Your answer should be every line from the records that contains "name".

┄┄┄┄┄┄┄┄┄┄┄┄┄┄┄┄┄┄┄┄

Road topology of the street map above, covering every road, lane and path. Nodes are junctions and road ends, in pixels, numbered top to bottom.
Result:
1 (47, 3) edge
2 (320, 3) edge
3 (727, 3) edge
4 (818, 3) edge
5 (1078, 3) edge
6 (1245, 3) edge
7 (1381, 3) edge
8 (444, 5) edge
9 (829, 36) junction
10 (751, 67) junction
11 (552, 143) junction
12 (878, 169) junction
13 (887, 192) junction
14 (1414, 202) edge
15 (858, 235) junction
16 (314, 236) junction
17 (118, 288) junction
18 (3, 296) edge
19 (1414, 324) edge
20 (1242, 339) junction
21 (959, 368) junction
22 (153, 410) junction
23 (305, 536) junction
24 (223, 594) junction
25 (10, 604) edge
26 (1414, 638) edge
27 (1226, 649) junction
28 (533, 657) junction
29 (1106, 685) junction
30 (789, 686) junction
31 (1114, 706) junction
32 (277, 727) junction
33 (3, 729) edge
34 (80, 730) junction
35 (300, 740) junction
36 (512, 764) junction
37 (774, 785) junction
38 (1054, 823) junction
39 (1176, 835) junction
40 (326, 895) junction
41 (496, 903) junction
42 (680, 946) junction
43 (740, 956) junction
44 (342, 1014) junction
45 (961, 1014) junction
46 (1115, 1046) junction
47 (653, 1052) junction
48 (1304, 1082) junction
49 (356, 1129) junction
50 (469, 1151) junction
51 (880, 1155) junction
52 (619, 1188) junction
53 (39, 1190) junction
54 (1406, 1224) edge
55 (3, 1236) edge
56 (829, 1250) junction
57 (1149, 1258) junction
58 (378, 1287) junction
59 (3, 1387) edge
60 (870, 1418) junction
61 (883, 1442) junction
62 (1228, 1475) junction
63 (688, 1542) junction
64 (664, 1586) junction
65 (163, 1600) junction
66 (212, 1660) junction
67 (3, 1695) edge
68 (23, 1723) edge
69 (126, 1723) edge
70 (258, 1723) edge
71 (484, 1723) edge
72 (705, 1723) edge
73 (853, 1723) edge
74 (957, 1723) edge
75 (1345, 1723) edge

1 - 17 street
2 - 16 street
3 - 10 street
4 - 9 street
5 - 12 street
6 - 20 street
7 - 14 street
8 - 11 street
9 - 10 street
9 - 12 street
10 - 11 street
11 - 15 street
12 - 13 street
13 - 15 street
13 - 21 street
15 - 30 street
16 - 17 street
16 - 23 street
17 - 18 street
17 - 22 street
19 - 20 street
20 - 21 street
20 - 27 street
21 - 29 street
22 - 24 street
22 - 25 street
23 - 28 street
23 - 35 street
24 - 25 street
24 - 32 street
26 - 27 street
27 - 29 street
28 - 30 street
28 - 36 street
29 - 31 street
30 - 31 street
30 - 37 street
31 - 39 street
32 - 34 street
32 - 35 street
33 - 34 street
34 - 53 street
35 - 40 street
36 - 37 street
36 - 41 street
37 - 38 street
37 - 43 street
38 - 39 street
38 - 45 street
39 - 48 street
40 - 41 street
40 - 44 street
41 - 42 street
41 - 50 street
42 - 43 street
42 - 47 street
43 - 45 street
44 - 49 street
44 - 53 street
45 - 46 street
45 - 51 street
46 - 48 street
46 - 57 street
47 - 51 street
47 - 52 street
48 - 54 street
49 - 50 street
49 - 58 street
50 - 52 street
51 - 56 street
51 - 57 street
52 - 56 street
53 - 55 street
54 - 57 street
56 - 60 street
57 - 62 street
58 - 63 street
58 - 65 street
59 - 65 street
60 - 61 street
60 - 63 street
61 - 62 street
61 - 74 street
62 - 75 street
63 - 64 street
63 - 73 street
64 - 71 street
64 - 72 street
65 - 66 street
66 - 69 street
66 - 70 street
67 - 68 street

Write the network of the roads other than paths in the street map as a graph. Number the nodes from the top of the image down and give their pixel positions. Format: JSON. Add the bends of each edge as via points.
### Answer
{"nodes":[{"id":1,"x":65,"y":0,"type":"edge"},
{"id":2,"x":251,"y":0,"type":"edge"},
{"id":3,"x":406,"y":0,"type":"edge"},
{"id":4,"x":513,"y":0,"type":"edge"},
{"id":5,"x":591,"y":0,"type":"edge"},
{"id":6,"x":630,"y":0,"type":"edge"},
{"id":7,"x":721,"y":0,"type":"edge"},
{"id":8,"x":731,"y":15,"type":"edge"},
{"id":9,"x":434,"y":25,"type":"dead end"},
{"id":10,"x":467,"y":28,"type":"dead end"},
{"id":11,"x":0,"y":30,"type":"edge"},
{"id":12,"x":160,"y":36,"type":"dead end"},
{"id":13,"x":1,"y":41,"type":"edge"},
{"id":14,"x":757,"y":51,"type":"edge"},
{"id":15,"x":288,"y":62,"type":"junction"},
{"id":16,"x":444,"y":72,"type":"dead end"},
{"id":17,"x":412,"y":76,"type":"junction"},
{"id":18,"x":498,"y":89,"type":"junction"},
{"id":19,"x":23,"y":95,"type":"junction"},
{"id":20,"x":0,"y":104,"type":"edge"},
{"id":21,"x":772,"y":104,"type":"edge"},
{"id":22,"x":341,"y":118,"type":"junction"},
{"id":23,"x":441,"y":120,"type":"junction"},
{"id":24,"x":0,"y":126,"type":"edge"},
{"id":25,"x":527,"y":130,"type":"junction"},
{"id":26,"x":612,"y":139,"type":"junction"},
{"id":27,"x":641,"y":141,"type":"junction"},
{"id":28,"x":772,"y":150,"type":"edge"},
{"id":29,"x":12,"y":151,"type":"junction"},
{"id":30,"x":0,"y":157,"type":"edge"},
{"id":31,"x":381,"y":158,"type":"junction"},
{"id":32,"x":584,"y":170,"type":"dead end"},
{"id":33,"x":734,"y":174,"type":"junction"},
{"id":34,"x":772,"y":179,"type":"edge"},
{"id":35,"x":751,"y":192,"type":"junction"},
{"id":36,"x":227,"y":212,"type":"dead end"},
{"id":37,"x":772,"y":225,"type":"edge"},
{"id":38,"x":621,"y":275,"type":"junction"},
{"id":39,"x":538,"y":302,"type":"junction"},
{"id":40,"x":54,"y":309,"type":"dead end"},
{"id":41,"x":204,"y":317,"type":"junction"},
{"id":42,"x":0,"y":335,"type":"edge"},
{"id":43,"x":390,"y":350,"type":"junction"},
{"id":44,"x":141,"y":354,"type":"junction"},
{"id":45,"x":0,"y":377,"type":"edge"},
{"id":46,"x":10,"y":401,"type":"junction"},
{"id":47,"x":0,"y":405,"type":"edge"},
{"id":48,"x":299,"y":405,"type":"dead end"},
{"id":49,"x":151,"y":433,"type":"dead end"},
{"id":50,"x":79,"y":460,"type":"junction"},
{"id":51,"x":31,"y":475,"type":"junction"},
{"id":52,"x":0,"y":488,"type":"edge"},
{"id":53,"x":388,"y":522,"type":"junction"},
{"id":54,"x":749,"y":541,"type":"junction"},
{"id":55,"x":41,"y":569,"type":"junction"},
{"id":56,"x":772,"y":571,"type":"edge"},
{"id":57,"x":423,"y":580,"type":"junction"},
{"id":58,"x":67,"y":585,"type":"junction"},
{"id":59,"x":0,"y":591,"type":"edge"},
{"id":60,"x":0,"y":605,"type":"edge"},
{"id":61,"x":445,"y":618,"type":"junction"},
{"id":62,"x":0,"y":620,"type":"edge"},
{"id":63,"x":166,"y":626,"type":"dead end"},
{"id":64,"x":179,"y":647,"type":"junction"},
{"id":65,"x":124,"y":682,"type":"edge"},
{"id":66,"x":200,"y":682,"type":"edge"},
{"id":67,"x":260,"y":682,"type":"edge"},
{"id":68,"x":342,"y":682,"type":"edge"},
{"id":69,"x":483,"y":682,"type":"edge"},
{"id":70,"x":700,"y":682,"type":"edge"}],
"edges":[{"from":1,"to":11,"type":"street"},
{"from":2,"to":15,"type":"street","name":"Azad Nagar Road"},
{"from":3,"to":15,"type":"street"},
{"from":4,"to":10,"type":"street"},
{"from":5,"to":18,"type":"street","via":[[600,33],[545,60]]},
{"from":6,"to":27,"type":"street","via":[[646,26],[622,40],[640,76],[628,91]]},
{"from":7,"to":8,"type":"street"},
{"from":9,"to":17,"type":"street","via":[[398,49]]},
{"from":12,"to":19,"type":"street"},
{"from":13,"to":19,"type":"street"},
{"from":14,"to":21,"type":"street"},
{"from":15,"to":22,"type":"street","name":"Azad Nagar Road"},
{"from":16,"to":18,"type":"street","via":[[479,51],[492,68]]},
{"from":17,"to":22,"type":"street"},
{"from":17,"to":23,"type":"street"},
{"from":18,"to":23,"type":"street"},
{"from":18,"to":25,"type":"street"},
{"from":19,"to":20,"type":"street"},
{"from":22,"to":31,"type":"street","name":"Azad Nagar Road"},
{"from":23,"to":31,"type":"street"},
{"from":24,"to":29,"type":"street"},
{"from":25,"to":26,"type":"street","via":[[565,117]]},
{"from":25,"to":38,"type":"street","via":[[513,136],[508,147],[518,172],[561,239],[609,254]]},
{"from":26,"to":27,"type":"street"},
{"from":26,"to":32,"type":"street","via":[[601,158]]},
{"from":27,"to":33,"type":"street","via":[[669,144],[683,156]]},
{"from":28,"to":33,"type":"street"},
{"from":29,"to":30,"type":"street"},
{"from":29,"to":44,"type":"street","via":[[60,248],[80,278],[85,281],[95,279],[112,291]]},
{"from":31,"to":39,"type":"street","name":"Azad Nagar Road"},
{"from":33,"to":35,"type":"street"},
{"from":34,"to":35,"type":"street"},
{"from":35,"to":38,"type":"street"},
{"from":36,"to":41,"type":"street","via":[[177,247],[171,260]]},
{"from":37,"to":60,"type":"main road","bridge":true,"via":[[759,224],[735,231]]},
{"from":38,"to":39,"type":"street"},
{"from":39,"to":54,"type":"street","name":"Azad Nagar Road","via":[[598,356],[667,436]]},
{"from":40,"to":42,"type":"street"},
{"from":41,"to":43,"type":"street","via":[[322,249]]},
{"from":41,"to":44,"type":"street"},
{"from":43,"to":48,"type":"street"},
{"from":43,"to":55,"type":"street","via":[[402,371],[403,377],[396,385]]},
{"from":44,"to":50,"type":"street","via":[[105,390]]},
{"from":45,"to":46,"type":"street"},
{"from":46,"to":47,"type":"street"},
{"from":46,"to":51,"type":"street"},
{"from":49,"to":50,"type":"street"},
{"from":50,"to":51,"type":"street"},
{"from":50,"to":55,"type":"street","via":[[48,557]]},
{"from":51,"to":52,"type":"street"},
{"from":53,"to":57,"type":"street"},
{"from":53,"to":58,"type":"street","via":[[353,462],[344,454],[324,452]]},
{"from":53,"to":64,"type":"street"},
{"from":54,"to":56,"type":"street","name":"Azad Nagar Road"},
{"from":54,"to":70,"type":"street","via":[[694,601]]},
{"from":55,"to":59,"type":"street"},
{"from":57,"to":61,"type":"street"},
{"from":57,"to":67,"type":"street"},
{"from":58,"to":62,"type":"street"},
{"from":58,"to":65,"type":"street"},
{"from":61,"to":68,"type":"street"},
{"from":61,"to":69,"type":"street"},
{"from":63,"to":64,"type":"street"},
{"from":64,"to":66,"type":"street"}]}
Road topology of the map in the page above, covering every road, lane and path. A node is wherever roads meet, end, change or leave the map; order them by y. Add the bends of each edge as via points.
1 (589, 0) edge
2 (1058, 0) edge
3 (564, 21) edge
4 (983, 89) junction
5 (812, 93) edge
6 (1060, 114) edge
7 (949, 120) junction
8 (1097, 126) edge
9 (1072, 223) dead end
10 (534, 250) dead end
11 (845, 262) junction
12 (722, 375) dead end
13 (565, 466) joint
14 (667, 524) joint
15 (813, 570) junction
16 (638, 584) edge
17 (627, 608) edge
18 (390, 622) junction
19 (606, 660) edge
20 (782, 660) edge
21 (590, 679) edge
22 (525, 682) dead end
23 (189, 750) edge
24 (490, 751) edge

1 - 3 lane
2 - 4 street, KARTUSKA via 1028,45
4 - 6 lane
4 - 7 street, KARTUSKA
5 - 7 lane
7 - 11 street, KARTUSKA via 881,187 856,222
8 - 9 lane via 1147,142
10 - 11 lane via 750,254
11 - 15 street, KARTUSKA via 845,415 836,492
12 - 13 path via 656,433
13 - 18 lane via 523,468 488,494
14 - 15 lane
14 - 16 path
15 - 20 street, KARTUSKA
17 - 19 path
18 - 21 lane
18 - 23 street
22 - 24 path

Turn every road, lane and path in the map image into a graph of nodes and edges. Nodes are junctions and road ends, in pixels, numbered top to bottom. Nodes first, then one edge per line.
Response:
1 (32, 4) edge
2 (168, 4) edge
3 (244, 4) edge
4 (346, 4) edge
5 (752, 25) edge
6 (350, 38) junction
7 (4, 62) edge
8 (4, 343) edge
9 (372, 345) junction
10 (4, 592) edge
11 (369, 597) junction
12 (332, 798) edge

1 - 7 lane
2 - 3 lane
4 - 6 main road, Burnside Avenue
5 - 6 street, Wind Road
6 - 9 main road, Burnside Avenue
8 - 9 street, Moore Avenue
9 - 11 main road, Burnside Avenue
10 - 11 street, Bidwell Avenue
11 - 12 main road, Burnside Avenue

┄┄┄┄┄┄┄┄┄┄┄┄┄┄┄┄┄┄┄┄

- EXERCISE OUTPUT -
{"from":2,"to":15,"type":"street","name":"Azad Nagar Road"},
{"from":15,"to":22,"type":"street","name":"Azad Nagar Road"},
{"from":22,"to":31,"type":"street","name":"Azad Nagar Road"},
{"from":31,"to":39,"type":"street","name":"Azad Nagar Road"},
{"from":39,"to":54,"type":"street","name":"Azad Nagar Road","via":[[598,356],[667,436]]},
{"from":54,"to":56,"type":"street","name":"Azad Nagar Road"},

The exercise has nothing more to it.